─── MATERIALS PROVIDED
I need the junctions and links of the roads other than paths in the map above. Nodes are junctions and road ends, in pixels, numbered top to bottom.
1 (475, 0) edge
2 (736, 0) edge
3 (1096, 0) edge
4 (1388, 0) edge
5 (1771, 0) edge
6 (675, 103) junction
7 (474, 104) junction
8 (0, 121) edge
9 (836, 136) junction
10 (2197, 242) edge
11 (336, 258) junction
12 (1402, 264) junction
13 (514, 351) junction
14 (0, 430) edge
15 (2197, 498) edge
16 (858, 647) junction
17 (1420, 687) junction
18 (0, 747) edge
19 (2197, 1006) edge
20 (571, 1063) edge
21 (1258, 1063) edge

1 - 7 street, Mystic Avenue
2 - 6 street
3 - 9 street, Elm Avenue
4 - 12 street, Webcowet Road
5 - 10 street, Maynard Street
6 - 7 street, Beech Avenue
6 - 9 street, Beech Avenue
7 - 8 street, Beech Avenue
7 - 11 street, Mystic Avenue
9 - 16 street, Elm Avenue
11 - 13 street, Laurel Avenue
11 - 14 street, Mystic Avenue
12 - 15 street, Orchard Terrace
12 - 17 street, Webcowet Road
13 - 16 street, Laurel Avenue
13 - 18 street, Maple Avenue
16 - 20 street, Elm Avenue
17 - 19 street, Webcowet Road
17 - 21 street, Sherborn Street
──────
PROBLEM TO WORK ON →
Among the lines of the preceding data, which ones hold the word "Laurel"? List them.

RESULT BELOW →
11 - 13 street, Laurel Avenue
13 - 16 street, Laurel Avenue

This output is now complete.